= Beginning of Section =
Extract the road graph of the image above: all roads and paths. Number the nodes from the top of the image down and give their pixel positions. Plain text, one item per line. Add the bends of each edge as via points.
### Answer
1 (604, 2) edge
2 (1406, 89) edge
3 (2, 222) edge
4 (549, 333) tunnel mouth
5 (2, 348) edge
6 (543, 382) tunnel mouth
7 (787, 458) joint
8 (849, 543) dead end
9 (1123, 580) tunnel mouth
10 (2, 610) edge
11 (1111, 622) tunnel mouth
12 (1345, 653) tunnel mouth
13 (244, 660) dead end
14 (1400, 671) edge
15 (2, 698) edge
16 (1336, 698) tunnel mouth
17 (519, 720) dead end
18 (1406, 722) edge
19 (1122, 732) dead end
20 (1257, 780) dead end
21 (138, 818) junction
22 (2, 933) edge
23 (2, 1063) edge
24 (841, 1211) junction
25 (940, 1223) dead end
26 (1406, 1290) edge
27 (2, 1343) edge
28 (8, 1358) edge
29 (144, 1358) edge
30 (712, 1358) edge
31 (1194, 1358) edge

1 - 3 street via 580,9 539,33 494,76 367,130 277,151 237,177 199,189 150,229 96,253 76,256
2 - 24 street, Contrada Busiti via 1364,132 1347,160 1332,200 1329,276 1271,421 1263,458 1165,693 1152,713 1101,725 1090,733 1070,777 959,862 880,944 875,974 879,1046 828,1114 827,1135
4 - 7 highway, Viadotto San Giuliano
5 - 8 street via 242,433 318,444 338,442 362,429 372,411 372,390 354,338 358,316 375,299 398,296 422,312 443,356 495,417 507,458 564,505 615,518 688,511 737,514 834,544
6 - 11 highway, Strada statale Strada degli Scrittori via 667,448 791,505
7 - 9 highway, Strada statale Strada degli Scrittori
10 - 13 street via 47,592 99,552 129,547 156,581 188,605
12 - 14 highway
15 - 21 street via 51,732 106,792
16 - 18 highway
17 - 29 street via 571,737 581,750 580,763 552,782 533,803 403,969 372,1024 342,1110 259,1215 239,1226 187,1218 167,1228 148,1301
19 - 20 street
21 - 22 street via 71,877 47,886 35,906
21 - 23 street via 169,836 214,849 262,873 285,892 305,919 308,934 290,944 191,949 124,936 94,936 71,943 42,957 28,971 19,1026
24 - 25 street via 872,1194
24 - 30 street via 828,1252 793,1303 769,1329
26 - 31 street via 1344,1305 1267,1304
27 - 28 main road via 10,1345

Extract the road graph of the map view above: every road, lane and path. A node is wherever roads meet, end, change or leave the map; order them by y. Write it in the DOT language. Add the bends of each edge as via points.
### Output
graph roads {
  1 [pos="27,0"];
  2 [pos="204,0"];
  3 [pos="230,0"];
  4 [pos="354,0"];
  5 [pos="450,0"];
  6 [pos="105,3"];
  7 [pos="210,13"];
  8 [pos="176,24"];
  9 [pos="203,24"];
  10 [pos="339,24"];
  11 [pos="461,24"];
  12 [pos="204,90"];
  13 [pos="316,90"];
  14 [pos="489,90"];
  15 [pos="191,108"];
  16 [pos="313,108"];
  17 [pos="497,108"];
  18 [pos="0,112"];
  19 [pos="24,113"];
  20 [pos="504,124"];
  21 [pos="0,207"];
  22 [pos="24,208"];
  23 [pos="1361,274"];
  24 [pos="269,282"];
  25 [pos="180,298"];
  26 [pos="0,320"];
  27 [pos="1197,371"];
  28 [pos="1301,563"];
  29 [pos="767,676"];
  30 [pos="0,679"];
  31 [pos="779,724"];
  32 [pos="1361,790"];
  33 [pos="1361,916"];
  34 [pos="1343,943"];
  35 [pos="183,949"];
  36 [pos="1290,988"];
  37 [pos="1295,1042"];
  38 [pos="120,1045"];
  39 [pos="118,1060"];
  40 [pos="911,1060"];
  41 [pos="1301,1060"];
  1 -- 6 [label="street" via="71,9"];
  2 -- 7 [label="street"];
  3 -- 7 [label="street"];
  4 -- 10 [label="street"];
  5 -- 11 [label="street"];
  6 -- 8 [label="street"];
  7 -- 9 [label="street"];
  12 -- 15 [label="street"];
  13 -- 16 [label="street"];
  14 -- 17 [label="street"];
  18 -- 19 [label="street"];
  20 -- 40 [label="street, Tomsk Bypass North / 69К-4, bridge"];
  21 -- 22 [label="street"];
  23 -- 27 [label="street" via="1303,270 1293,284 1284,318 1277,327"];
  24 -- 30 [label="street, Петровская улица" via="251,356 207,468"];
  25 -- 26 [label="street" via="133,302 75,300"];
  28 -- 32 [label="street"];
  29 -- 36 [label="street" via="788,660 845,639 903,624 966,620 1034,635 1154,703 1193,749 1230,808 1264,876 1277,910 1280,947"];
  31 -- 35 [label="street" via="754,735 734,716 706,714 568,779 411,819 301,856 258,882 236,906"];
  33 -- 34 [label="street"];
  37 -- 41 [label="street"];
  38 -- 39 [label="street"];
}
= End of Section =
Problem requirements: Make a verbatim transcription of all the material.

Exercise answer:
Extract the road graph of the image above: all roads and paths. Number the nodes from the top of the image down and give their pixel positions. Plain text, one item per line. Add the bends of each edge as via points.
### Answer
1 (604, 2) edge
2 (1406, 89) edge
3 (2, 222) edge
4 (549, 333) tunnel mouth
5 (2, 348) edge
6 (543, 382) tunnel mouth
7 (787, 458) joint
8 (849, 543) dead end
9 (1123, 580) tunnel mouth
10 (2, 610) edge
11 (1111, 622) tunnel mouth
12 (1345, 653) tunnel mouth
13 (244, 660) dead end
14 (1400, 671) edge
15 (2, 698) edge
16 (1336, 698) tunnel mouth
17 (519, 720) dead end
18 (1406, 722) edge
19 (1122, 732) dead end
20 (1257, 780) dead end
21 (138, 818) junction
22 (2, 933) edge
23 (2, 1063) edge
24 (841, 1211) junction
25 (940, 1223) dead end
26 (1406, 1290) edge
27 (2, 1343) edge
28 (8, 1358) edge
29 (144, 1358) edge
30 (712, 1358) edge
31 (1194, 1358) edge

1 - 3 street via 580,9 539,33 494,76 367,130 277,151 237,177 199,189 150,229 96,253 76,256
2 - 24 street, Contrada Busiti via 1364,132 1347,160 1332,200 1329,276 1271,421 1263,458 1165,693 1152,713 1101,725 1090,733 1070,777 959,862 880,944 875,974 879,1046 828,1114 827,1135
4 - 7 highway, Viadotto San Giuliano
5 - 8 street via 242,433 318,444 338,442 362,429 372,411 372,390 354,338 358,316 375,299 398,296 422,312 443,356 495,417 507,458 564,505 615,518 688,511 737,514 834,544
6 - 11 highway, Strada statale Strada degli Scrittori via 667,448 791,505
7 - 9 highway, Strada statale Strada degli Scrittori
10 - 13 street via 47,592 99,552 129,547 156,581 188,605
12 - 14 highway
15 - 21 street via 51,732 106,792
16 - 18 highway
17 - 29 street via 571,737 581,750 580,763 552,782 533,803 403,969 372,1024 342,1110 259,1215 239,1226 187,1218 167,1228 148,1301
19 - 20 street
21 - 22 street via 71,877 47,886 35,906
21 - 23 street via 169,836 214,849 262,873 285,892 305,919 308,934 290,944 191,949 124,936 94,936 71,943 42,957 28,971 19,1026
24 - 25 street via 872,1194
24 - 30 street via 828,1252 793,1303 769,1329
26 - 31 street via 1344,1305 1267,1304
27 - 28 main road via 10,1345

Extract the road graph of the map view above: every road, lane and path. A node is wherever roads meet, end, change or leave the map; order them by y. Write it in the DOT language. Add the bends of each edge as via points.
### Output
graph roads {
  1 [pos="27,0"];
  2 [pos="204,0"];
  3 [pos="230,0"];
  4 [pos="354,0"];
  5 [pos="450,0"];
  6 [pos="105,3"];
  7 [pos="210,13"];
  8 [pos="176,24"];
  9 [pos="203,24"];
  10 [pos="339,24"];
  11 [pos="461,24"];
  12 [pos="204,90"];
  13 [pos="316,90"];
  14 [pos="489,90"];
  15 [pos="191,108"];
  16 [pos="313,108"];
  17 [pos="497,108"];
  18 [pos="0,112"];
  19 [pos="24,113"];
  20 [pos="504,124"];
  21 [pos="0,207"];
  22 [pos="24,208"];
  23 [pos="1361,274"];
  24 [pos="269,282"];
  25 [pos="180,298"];
  26 [pos="0,320"];
  27 [pos="1197,371"];
  28 [pos="1301,563"];
  29 [pos="767,676"];
  30 [pos="0,679"];
  31 [pos="779,724"];
  32 [pos="1361,790"];
  33 [pos="1361,916"];
  34 [pos="1343,943"];
  35 [pos="183,949"];
  36 [pos="1290,988"];
  37 [pos="1295,1042"];
  38 [pos="120,1045"];
  39 [pos="118,1060"];
  40 [pos="911,1060"];
  41 [pos="1301,1060"];
  1 -- 6 [label="street" via="71,9"];
  2 -- 7 [label="street"];
  3 -- 7 [label="street"];
  4 -- 10 [label="street"];
  5 -- 11 [label="street"];
  6 -- 8 [label="street"];
  7 -- 9 [label="street"];
  12 -- 15 [label="street"];
  13 -- 16 [label="street"];
  14 -- 17 [label="street"];
  18 -- 19 [label="street"];
  20 -- 40 [label="street, Tomsk Bypass North / 69К-4, bridge"];
  21 -- 22 [label="street"];
  23 -- 27 [label="street" via="1303,270 1293,284 1284,318 1277,327"];
  24 -- 30 [label="street, Петровская улица" via="251,356 207,468"];
  25 -- 26 [label="street" via="133,302 75,300"];
  28 -- 32 [label="street"];
  29 -- 36 [label="street" via="788,660 845,639 903,624 966,620 1034,635 1154,703 1193,749 1230,808 1264,876 1277,910 1280,947"];
  31 -- 35 [label="street" via="754,735 734,716 706,714 568,779 411,819 301,856 258,882 236,906"];
  33 -- 34 [label="street"];
  37 -- 41 [label="street"];
  38 -- 39 [label="street"];
}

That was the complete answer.